### [Required action]
Write out each record exactly as given, but do not include the pictures.

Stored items
● ● ● ● ●
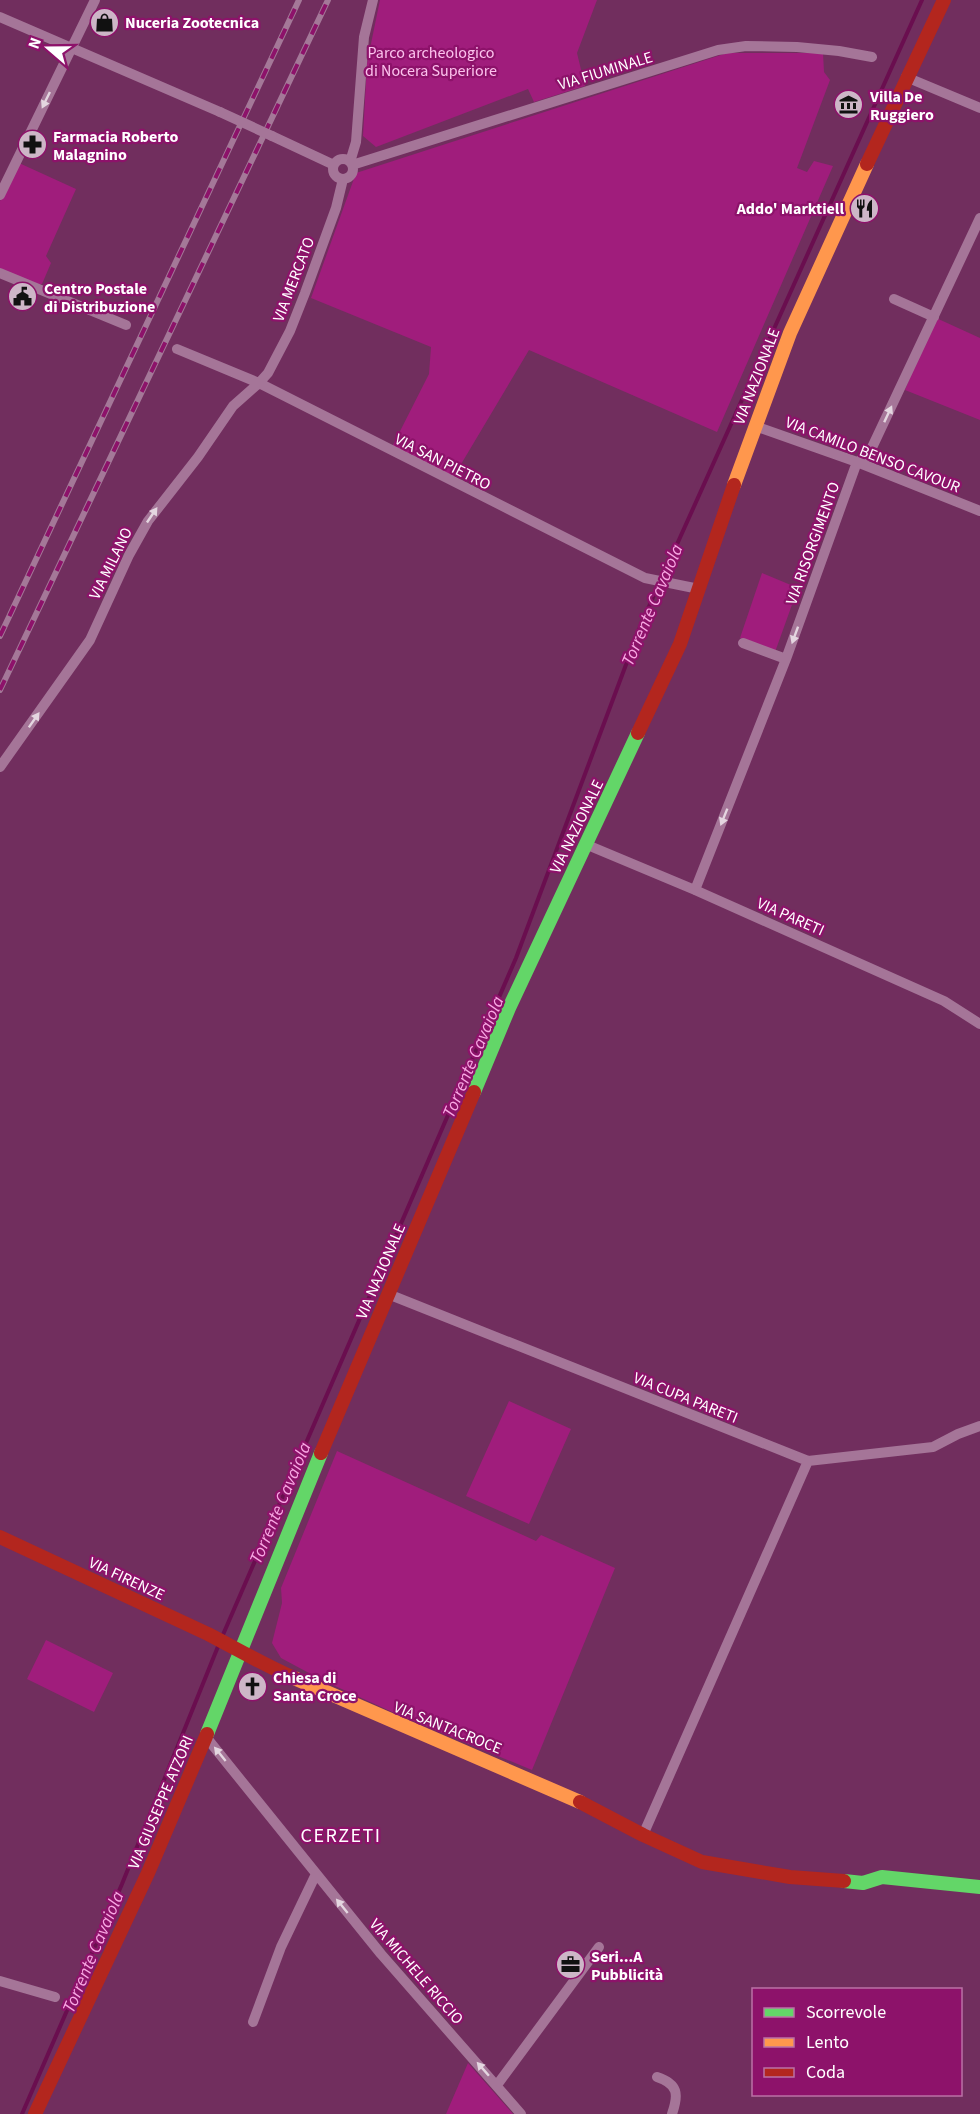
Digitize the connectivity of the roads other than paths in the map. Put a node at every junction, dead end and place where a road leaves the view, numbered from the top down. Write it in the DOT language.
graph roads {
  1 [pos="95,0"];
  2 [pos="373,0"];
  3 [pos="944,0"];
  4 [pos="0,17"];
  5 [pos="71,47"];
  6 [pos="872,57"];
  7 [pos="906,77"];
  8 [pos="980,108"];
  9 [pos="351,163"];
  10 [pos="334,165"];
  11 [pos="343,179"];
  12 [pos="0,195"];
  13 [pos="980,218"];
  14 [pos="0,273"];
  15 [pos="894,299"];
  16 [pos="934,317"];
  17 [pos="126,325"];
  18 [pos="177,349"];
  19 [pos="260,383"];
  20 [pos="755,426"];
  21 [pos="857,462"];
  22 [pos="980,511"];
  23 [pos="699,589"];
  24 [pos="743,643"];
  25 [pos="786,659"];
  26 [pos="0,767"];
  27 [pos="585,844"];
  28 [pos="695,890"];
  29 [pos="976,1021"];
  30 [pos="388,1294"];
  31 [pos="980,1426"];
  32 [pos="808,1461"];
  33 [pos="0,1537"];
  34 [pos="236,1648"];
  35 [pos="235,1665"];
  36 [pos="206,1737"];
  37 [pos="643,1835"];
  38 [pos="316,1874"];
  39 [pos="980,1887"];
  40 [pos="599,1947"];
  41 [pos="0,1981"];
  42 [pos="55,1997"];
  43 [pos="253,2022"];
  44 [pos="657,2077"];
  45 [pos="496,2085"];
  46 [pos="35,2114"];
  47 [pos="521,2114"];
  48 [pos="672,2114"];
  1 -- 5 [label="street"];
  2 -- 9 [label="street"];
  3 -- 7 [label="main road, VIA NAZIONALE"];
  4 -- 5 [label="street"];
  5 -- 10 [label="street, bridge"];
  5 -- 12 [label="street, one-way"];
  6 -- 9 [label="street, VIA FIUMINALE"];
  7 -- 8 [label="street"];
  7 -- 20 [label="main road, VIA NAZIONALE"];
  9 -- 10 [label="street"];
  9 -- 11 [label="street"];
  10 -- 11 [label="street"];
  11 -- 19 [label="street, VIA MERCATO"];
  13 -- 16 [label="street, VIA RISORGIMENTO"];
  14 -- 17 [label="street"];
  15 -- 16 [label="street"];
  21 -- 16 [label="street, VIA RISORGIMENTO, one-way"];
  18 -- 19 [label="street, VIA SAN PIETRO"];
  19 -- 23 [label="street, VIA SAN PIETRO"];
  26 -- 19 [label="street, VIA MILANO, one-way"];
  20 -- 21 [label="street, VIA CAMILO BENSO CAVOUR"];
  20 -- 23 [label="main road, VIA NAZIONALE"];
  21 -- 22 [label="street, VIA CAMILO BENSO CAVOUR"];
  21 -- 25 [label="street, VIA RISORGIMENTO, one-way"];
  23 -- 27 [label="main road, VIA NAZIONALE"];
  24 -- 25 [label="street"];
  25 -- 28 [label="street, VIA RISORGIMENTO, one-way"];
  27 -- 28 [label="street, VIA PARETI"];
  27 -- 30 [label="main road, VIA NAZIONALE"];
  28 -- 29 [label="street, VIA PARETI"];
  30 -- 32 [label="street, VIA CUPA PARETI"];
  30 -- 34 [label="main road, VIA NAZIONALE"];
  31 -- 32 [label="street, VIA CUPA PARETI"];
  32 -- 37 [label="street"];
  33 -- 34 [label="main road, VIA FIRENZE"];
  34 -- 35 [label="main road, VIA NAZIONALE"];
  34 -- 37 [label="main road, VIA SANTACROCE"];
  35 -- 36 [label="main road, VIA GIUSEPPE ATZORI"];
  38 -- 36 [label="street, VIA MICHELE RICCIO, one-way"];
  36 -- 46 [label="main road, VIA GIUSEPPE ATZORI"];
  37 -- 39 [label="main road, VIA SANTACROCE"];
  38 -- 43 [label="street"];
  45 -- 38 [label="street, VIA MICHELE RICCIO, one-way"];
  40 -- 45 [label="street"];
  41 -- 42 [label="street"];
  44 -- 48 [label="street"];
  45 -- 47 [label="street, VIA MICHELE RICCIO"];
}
● ● ● ● ●
### [Solution to this problem]
Digitize the connectivity of the roads other than paths in the map. Put a node at every junction, dead end and place where a road leaves the view, numbered from the top down. Write it in the DOT language.
graph roads {
  1 [pos="95,0"];
  2 [pos="373,0"];
  3 [pos="944,0"];
  4 [pos="0,17"];
  5 [pos="71,47"];
  6 [pos="872,57"];
  7 [pos="906,77"];
  8 [pos="980,108"];
  9 [pos="351,163"];
  10 [pos="334,165"];
  11 [pos="343,179"];
  12 [pos="0,195"];
  13 [pos="980,218"];
  14 [pos="0,273"];
  15 [pos="894,299"];
  16 [pos="934,317"];
  17 [pos="126,325"];
  18 [pos="177,349"];
  19 [pos="260,383"];
  20 [pos="755,426"];
  21 [pos="857,462"];
  22 [pos="980,511"];
  23 [pos="699,589"];
  24 [pos="743,643"];
  25 [pos="786,659"];
  26 [pos="0,767"];
  27 [pos="585,844"];
  28 [pos="695,890"];
  29 [pos="976,1021"];
  30 [pos="388,1294"];
  31 [pos="980,1426"];
  32 [pos="808,1461"];
  33 [pos="0,1537"];
  34 [pos="236,1648"];
  35 [pos="235,1665"];
  36 [pos="206,1737"];
  37 [pos="643,1835"];
  38 [pos="316,1874"];
  39 [pos="980,1887"];
  40 [pos="599,1947"];
  41 [pos="0,1981"];
  42 [pos="55,1997"];
  43 [pos="253,2022"];
  44 [pos="657,2077"];
  45 [pos="496,2085"];
  46 [pos="35,2114"];
  47 [pos="521,2114"];
  48 [pos="672,2114"];
  1 -- 5 [label="street"];
  2 -- 9 [label="street"];
  3 -- 7 [label="main road, VIA NAZIONALE"];
  4 -- 5 [label="street"];
  5 -- 10 [label="street, bridge"];
  5 -- 12 [label="street, one-way"];
  6 -- 9 [label="street, VIA FIUMINALE"];
  7 -- 8 [label="street"];
  7 -- 20 [label="main road, VIA NAZIONALE"];
  9 -- 10 [label="street"];
  9 -- 11 [label="street"];
  10 -- 11 [label="street"];
  11 -- 19 [label="street, VIA MERCATO"];
  13 -- 16 [label="street, VIA RISORGIMENTO"];
  14 -- 17 [label="street"];
  15 -- 16 [label="street"];
  21 -- 16 [label="street, VIA RISORGIMENTO, one-way"];
  18 -- 19 [label="street, VIA SAN PIETRO"];
  19 -- 23 [label="street, VIA SAN PIETRO"];
  26 -- 19 [label="street, VIA MILANO, one-way"];
  20 -- 21 [label="street, VIA CAMILO BENSO CAVOUR"];
  20 -- 23 [label="main road, VIA NAZIONALE"];
  21 -- 22 [label="street, VIA CAMILO BENSO CAVOUR"];
  21 -- 25 [label="street, VIA RISORGIMENTO, one-way"];
  23 -- 27 [label="main road, VIA NAZIONALE"];
  24 -- 25 [label="street"];
  25 -- 28 [label="street, VIA RISORGIMENTO, one-way"];
  27 -- 28 [label="street, VIA PARETI"];
  27 -- 30 [label="main road, VIA NAZIONALE"];
  28 -- 29 [label="street, VIA PARETI"];
  30 -- 32 [label="street, VIA CUPA PARETI"];
  30 -- 34 [label="main road, VIA NAZIONALE"];
  31 -- 32 [label="street, VIA CUPA PARETI"];
  32 -- 37 [label="street"];
  33 -- 34 [label="main road, VIA FIRENZE"];
  34 -- 35 [label="main road, VIA NAZIONALE"];
  34 -- 37 [label="main road, VIA SANTACROCE"];
  35 -- 36 [label="main road, VIA GIUSEPPE ATZORI"];
  38 -- 36 [label="street, VIA MICHELE RICCIO, one-way"];
  36 -- 46 [label="main road, VIA GIUSEPPE ATZORI"];
  37 -- 39 [label="main road, VIA SANTACROCE"];
  38 -- 43 [label="street"];
  45 -- 38 [label="street, VIA MICHELE RICCIO, one-way"];
  40 -- 45 [label="street"];
  41 -- 42 [label="street"];
  44 -- 48 [label="street"];
  45 -- 47 [label="street, VIA MICHELE RICCIO"];
}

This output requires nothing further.